Subsequently, on December 6, 2022, Club Alianza Lima announced through its social media channels that the 2022–2023 LNSV would begin on December 17, 2022, and that “all matches would be played at the Villa El Salvador Sports Center.” This information was later confirmed by FPV president Gino Vegas on the Puro Vóley channel.

Later, the FPV officially presented the start of the league during a press conference held on December 12, 2022, in Lima, confirming a Saturday, December 17 kickoff with the matches Alianza Lima vs. Túpac Amaru (15:00 p.m.) and Latino Amisa vs. Deportivo Soan (17:00 p.m.). During the press conference, it was also announced that ticket prices would be S/ 15 and S/ 30, sold through the JoinnUs online ticketing platform. Following the rescheduling on January 25, the FPV stated that ticket prices for Saturday triple-headers would be S/ 20 and S/ 40.

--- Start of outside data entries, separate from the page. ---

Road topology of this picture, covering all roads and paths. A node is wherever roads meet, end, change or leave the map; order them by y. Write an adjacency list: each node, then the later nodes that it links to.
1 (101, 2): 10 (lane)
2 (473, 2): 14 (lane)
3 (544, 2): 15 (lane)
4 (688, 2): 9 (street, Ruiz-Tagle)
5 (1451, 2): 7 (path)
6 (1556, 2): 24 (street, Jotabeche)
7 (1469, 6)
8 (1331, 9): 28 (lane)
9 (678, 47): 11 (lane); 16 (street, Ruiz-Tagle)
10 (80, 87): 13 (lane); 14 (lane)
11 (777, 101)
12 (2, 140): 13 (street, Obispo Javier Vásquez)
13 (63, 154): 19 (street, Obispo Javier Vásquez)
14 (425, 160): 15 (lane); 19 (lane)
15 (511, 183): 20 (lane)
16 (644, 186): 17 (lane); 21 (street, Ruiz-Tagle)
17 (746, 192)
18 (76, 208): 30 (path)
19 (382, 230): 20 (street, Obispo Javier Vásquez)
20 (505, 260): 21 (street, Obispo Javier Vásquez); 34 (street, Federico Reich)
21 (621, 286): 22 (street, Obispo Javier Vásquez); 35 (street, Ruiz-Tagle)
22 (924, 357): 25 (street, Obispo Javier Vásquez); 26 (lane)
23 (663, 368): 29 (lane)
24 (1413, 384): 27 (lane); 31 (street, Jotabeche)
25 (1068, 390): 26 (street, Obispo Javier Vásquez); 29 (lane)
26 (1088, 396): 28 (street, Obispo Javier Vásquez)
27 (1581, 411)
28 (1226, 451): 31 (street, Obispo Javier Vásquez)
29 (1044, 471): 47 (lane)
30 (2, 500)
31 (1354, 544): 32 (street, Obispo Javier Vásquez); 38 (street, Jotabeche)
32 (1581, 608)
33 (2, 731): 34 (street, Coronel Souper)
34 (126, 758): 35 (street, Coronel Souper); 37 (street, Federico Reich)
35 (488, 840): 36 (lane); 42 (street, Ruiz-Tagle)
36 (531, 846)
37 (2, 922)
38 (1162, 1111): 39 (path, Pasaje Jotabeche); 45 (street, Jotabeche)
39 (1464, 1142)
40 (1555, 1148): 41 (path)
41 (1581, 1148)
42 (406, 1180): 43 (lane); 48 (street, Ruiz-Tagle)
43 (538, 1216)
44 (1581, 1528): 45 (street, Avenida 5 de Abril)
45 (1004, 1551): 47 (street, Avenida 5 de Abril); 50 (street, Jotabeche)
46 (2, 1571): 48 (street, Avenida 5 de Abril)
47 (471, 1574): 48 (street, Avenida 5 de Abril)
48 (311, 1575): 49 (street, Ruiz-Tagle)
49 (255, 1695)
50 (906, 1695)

==Political and social crisis==

Unfortunately, on December 15, 2022, the Peruvian Volleyball Federation once again postponed the start of the 2022–2023 LNSV due to the severe political and social crisis in Peru following the failed self-coup attempt by Pedro Castillo Terrones and the rejection of Dina Boluarte as president. According to FPV Statement No. 03-2022, the new start date would be January 17, 2023.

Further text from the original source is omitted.